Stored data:
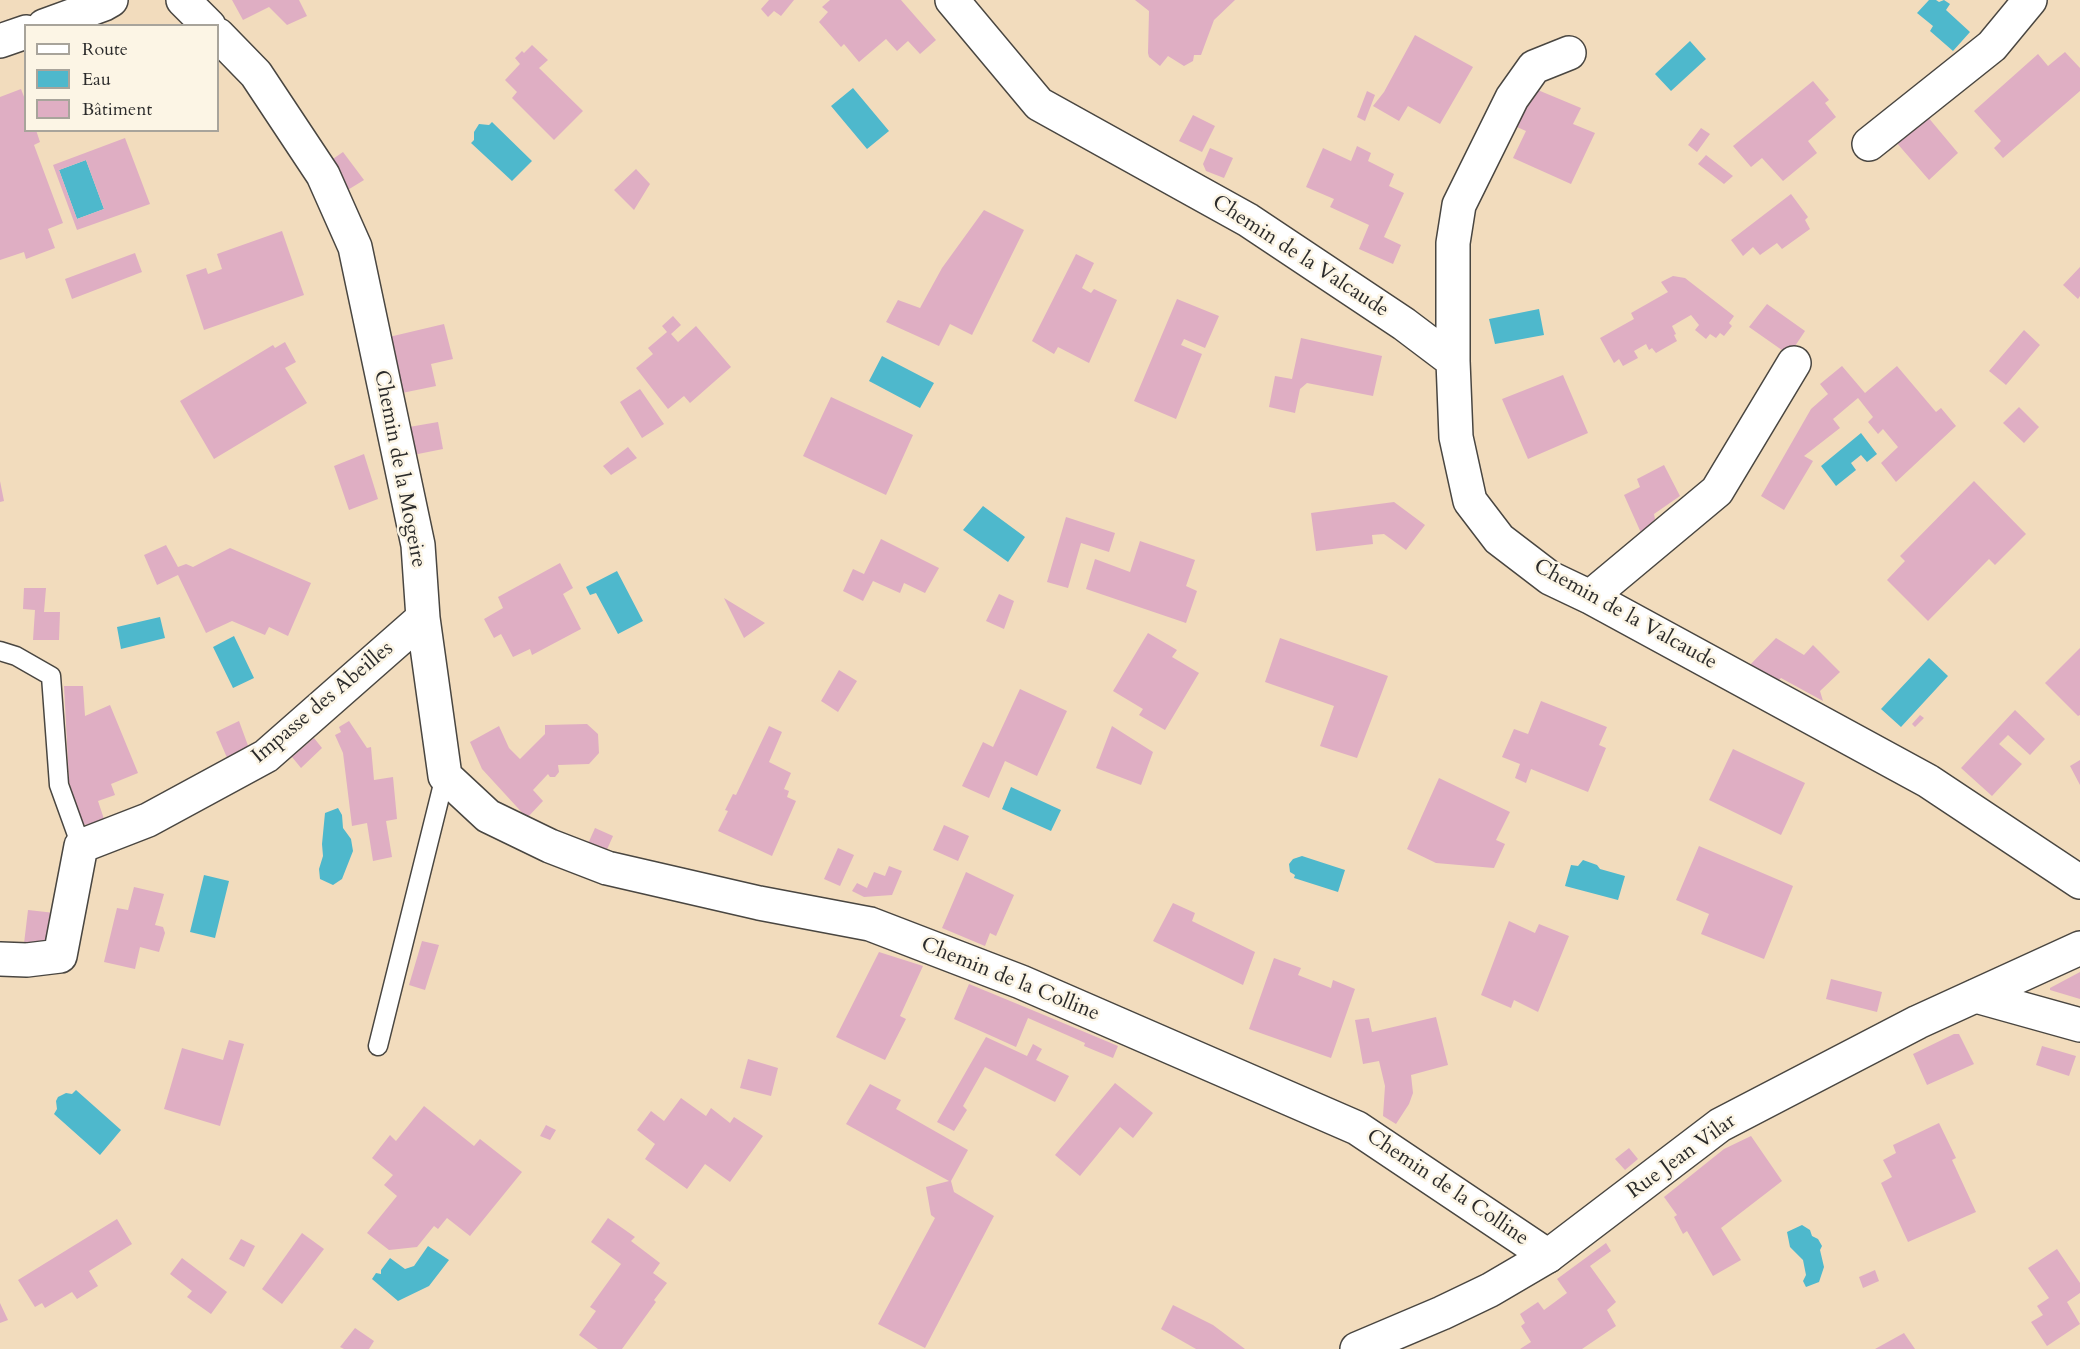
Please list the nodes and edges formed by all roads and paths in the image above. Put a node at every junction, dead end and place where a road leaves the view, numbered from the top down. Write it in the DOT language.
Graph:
graph roads {
  1 [pos="111,0"];
  2 [pos="183,0"];
  3 [pos="952,0"];
  4 [pos="2030,0"];
  5 [pos="50,24"];
  6 [pos="206,24"];
  7 [pos="24,33"];
  8 [pos="219,35"];
  9 [pos="0,41"];
  10 [pos="1569,53"];
  11 [pos="1869,144"];
  12 [pos="1453,361"];
  13 [pos="1794,363"];
  14 [pos="1590,597"];
  15 [pos="423,618"];
  16 [pos="0,651"];
  17 [pos="445,776"];
  18 [pos="81,846"];
  19 [pos="2080,882"];
  20 [pos="2080,948"];
  21 [pos="0,959"];
  22 [pos="1976,996"];
  23 [pos="2080,1025"];
  24 [pos="378,1046"];
  25 [pos="1548,1256"];
  26 [pos="1357,1349"];
  1 -- 5 [label="street"];
  2 -- 6 [label="street"];
  3 -- 12 [label="street, Chemin de la Valcaude"];
  4 -- 11 [label="street"];
  7 -- 9 [label="street"];
  8 -- 15 [label="street, Chemin de la Mogeire"];
  10 -- 12 [label="street"];
  12 -- 14 [label="street, Chemin de la Valcaude"];
  13 -- 14 [label="street"];
  14 -- 19 [label="street, Chemin de la Valcaude"];
  15 -- 17 [label="street, Chemin de la Mogeire"];
  15 -- 18 [label="street, Impasse des Abeilles"];
  16 -- 18 [label="lane"];
  17 -- 24 [label="lane, Chemin de la Mogeire"];
  17 -- 25 [label="street, Chemin de la Colline"];
  18 -- 21 [label="street"];
  20 -- 22 [label="street, Rue Jean Vilar"];
  22 -- 23 [label="street"];
  22 -- 25 [label="street, Rue Jean Vilar"];
  25 -- 26 [label="street, Rue Jean Vilar"];
}
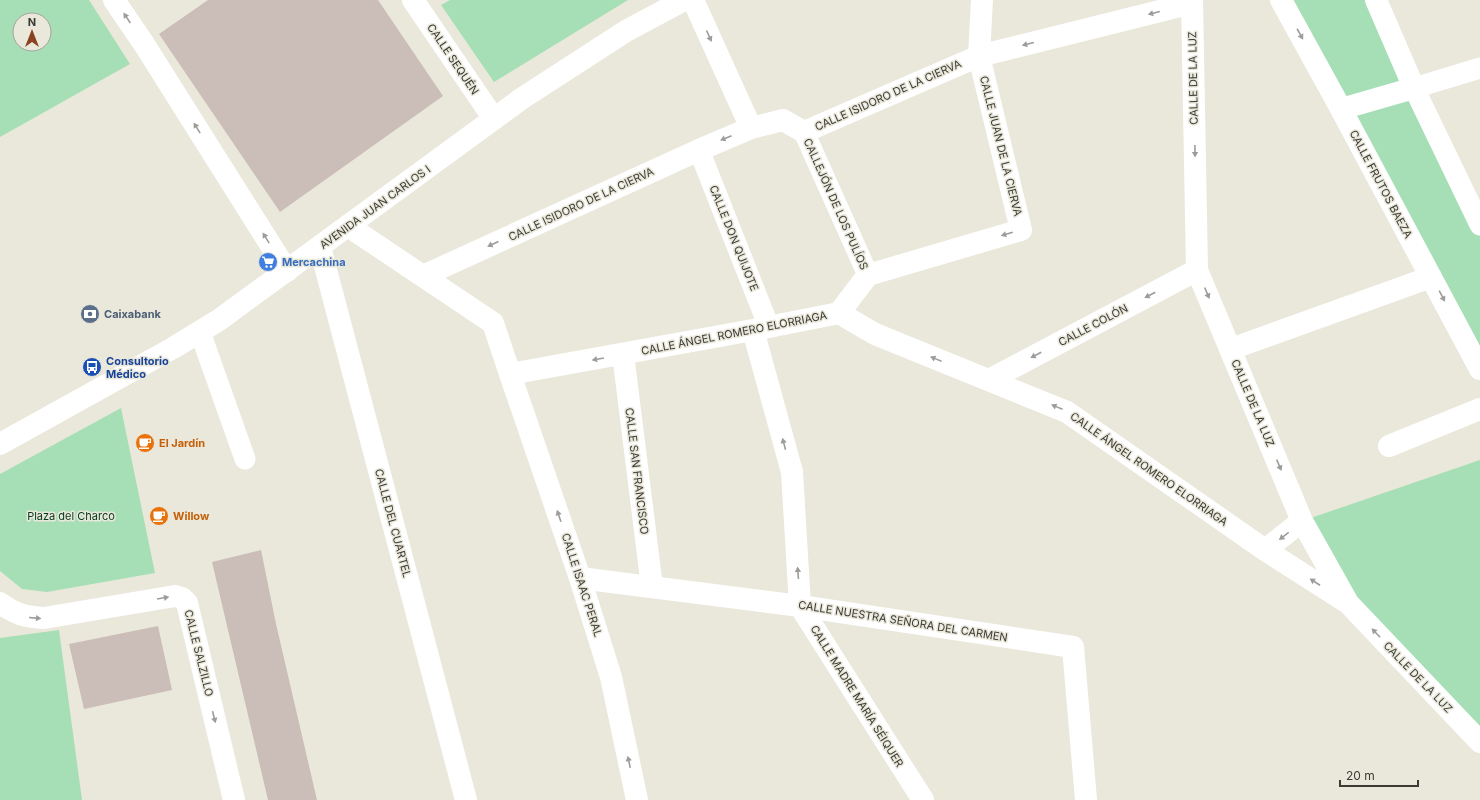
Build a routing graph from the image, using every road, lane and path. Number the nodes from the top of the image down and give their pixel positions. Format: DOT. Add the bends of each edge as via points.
graph roads {
  1 [pos="114,0"];
  2 [pos="413,0"];
  3 [pos="684,0"];
  4 [pos="693,0"];
  5 [pos="982,0"];
  6 [pos="1281,0"];
  7 [pos="1376,0"];
  8 [pos="1192,2"];
  9 [pos="979,56"];
  10 [pos="1480,68"];
  11 [pos="1414,88"];
  12 [pos="1341,109"];
  13 [pos="494,119"];
  14 [pos="751,128"];
  15 [pos="804,132"];
  16 [pos="699,150"];
  17 [pos="1480,225"];
  18 [pos="348,226"];
  19 [pos="320,247"];
  20 [pos="1197,270"];
  21 [pos="287,271"];
  22 [pos="868,275"];
  23 [pos="422,276"];
  24 [pos="1431,277"];
  25 [pos="839,313"];
  26 [pos="761,329"];
  27 [pos="200,332"];
  28 [pos="1231,349"];
  29 [pos="623,354"];
  30 [pos="1480,369"];
  31 [pos="510,374"];
  32 [pos="989,380"];
  33 [pos="1480,410"];
  34 [pos="30,427"];
  35 [pos="0,438"];
  36 [pos="0,444"];
  37 [pos="1389,446"];
  38 [pos="245,460"];
  39 [pos="1302,521"];
  40 [pos="1265,550"];
  41 [pos="580,578"];
  42 [pos="652,587"];
  43 [pos="0,602"];
  44 [pos="1348,603"];
  45 [pos="800,606"];
  46 [pos="1480,742"];
  47 [pos="234,800"];
  48 [pos="466,800"];
  49 [pos="637,800"];
  50 [pos="923,800"];
  51 [pos="1086,800"];
  21 -- 1 [label="street, one-way"];
  2 -- 13 [label="street, CALLE SEQUÉN"];
  3 -- 13 [label="street, AVENIDA JUAN CARLOS I" via="626,30"];
  4 -- 14 [label="street, one-way"];
  5 -- 9 [label="street, CALLE JUAN DE LA CIERVA"];
  6 -- 12 [label="street, CALLE FRUTOS BAEZA, one-way"];
  7 -- 11 [label="street"];
  8 -- 9 [label="street, CALLE ISIDORO DE LA CIERVA, one-way"];
  8 -- 20 [label="street, CALLE DE LA LUZ, one-way"];
  9 -- 15 [label="street, CALLE ISIDORO DE LA CIERVA"];
  9 -- 22 [label="street, CALLE JUAN DE LA CIERVA, one-way" via="1021,230"];
  10 -- 11 [label="street"];
  11 -- 12 [label="street"];
  11 -- 17 [label="street"];
  12 -- 24 [label="street, CALLE FRUTOS BAEZA"];
  13 -- 18 [label="street, AVENIDA JUAN CARLOS I"];
  14 -- 15 [label="street, CALLE ISIDORO DE LA CIERVA" via="783,120"];
  14 -- 16 [label="street, CALLE ISIDORO DE LA CIERVA, one-way"];
  15 -- 22 [label="street, CALLEJÓN DE LOS PULÍOS"];
  16 -- 23 [label="street, CALLE ISIDORO DE LA CIERVA, one-way"];
  16 -- 26 [label="street, CALLE DON QUIJOTE"];
  18 -- 19 [label="street, AVENIDA JUAN CARLOS I"];
  18 -- 23 [label="street"];
  19 -- 21 [label="street, AVENIDA JUAN CARLOS I"];
  19 -- 48 [label="street, CALLE DEL CUARTEL"];
  20 -- 28 [label="street, CALLE DE LA LUZ, one-way"];
  20 -- 32 [label="street, CALLE COLÓN, one-way"];
  21 -- 27 [label="street, AVENIDA JUAN CARLOS I"];
  22 -- 25 [label="street"];
  23 -- 31 [label="street" via="493,323"];
  24 -- 28 [label="street"];
  24 -- 30 [label="street, CALLE FRUTOS BAEZA, one-way"];
  25 -- 26 [label="street, CALLE ÁNGEL ROMERO ELORRIAGA"];
  32 -- 25 [label="street, CALLE ÁNGEL ROMERO ELORRIAGA, one-way" via="875,334"];
  26 -- 29 [label="street, CALLE ÁNGEL ROMERO ELORRIAGA"];
  45 -- 26 [label="street, CALLE MADRE MARÍA SÉIQUER, one-way" via="792,472"];
  27 -- 34 [label="street, AVENIDA JUAN CARLOS I"];
  27 -- 38 [label="street"];
  28 -- 39 [label="street, CALLE DE LA LUZ, one-way"];
  29 -- 31 [label="street, CALLE ÁNGEL ROMERO ELORRIAGA, one-way"];
  29 -- 42 [label="street, CALLE SAN FRANCISCO"];
  41 -- 31 [label="street, CALLE ISAAC PERAL, one-way"];
  40 -- 32 [label="street, CALLE ÁNGEL ROMERO ELORRIAGA, one-way" via="1067,412"];
  33 -- 37 [label="street"];
  34 -- 35 [label="street"];
  34 -- 36 [label="street, AVENIDA JUAN CARLOS I"];
  39 -- 40 [label="street, one-way"];
  39 -- 44 [label="street, CALLE DE LA LUZ"];
  44 -- 40 [label="street, CALLE ÁNGEL ROMERO ELORRIAGA, one-way"];
  41 -- 42 [label="street, CALLE NUESTRA SEÑORA DEL CARMEN"];
  49 -- 41 [label="street, CALLE ISAAC PERAL, one-way" via="611,677"];
  42 -- 45 [label="street, CALLE NUESTRA SEÑORA DEL CARMEN"];
  43 -- 47 [label="street, CALLE SALZILLO, one-way" via="10,611 25,617 44,618 175,596 182,598 187,603"];
  46 -- 44 [label="street, CALLE DE LA LUZ, one-way"];
  45 -- 50 [label="street, CALLE MADRE MARÍA SÉIQUER"];
  45 -- 51 [label="street, CALLE NUESTRA SEÑORA DEL CARMEN" via="1073,647"];
}
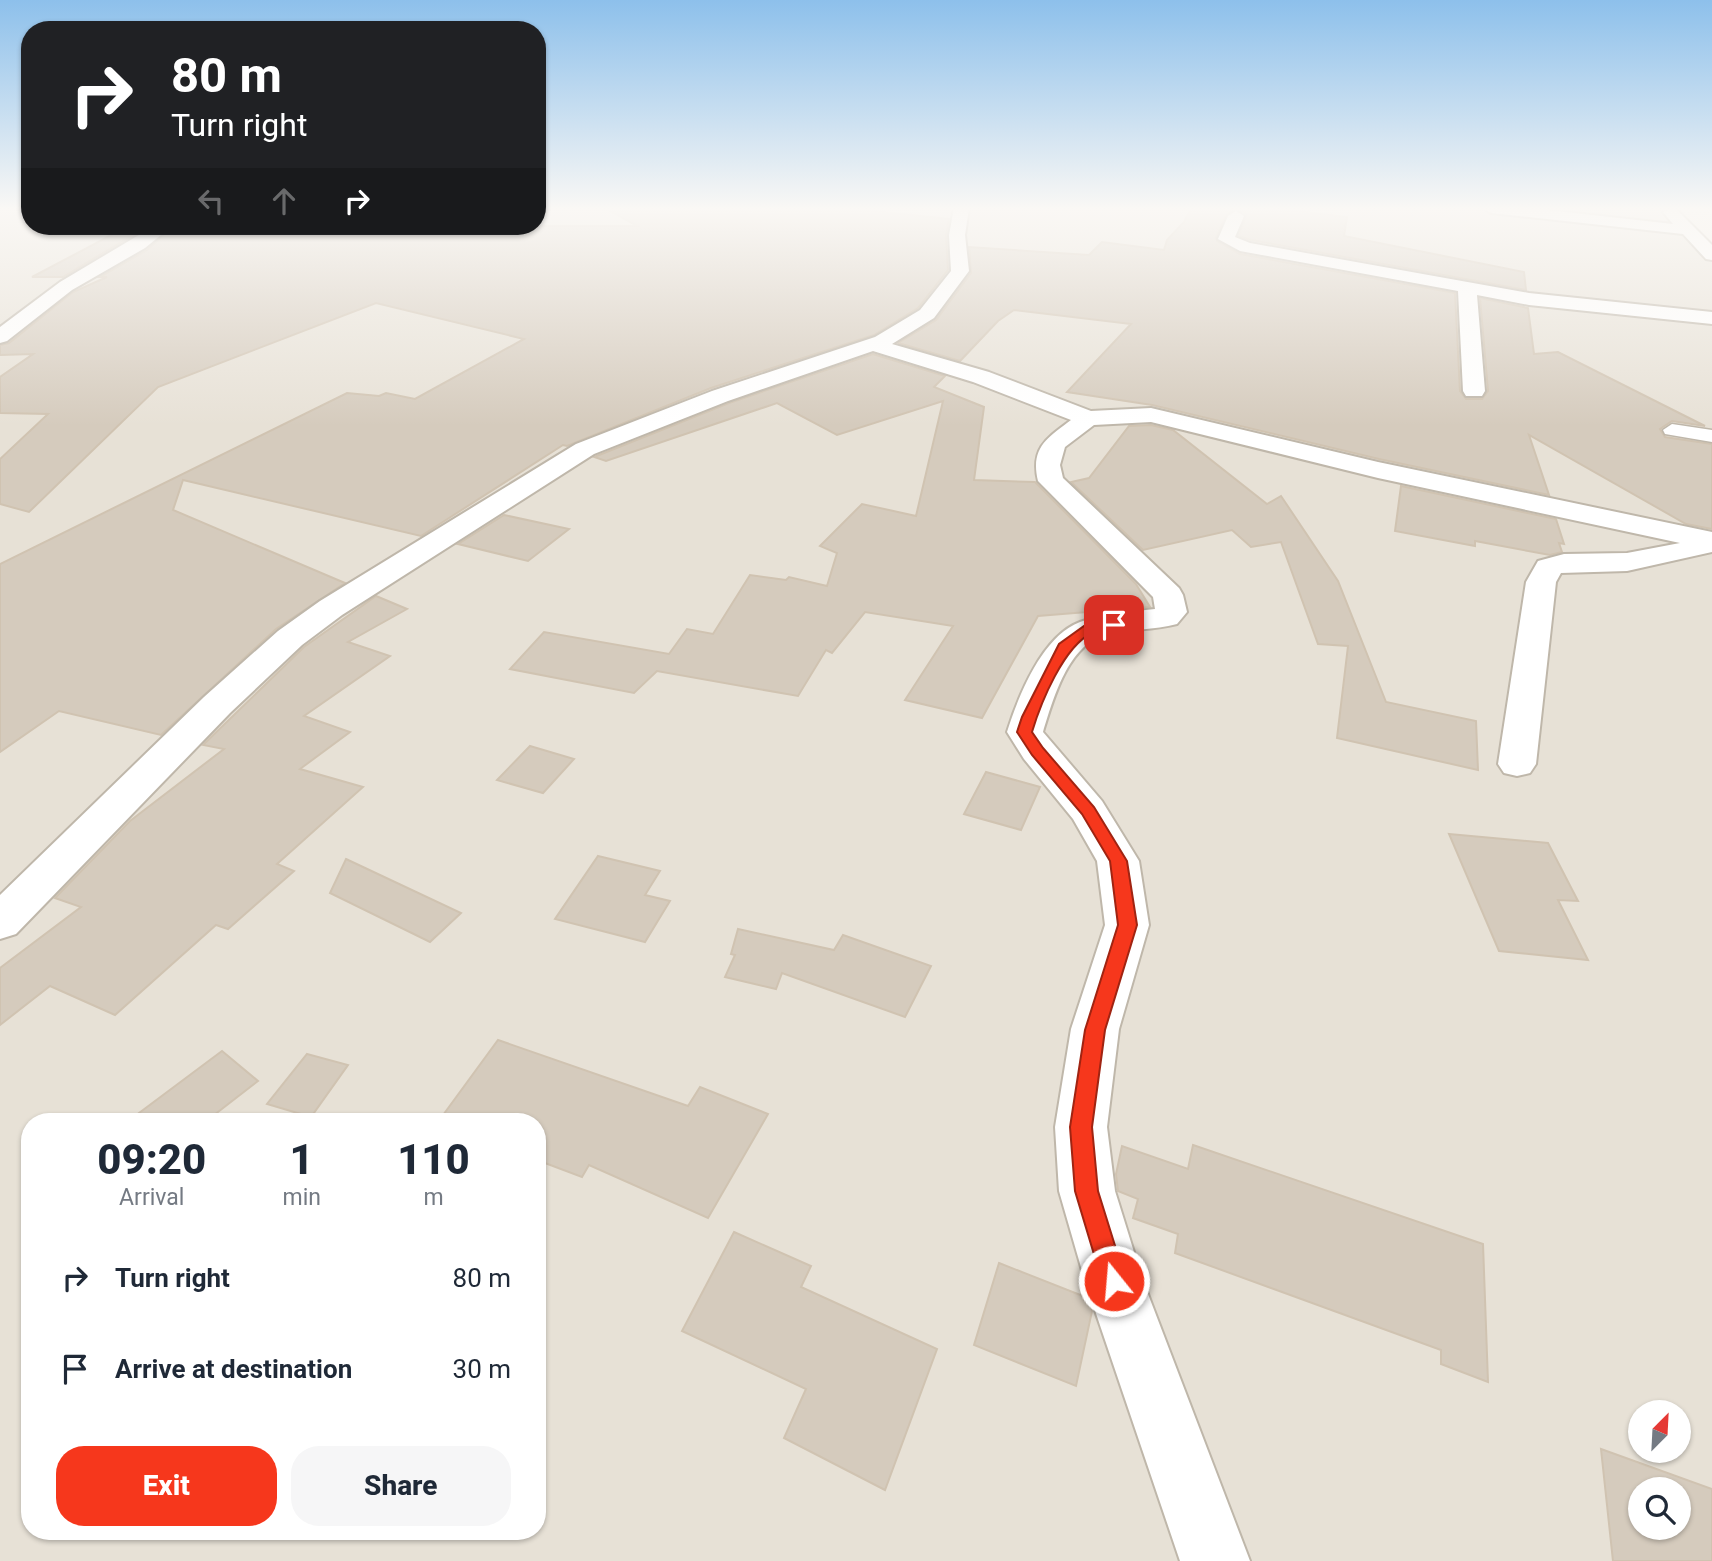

Assignment
Scan the entries above for the string "nodes", and copy every line where it turns up.

Answer to this problem
Please list the nodes and edges formed by all roads and paths in the image above. Put a node at every junction, dead end and place where a road leaves the view, numbered from the top down. Write it in the DOT language.
Build a routing graph from the image, using every road, lane and path. Number the nodes from the top of the image down and give their pixel positions. Format: DOT. Add the bends of each edge as via points.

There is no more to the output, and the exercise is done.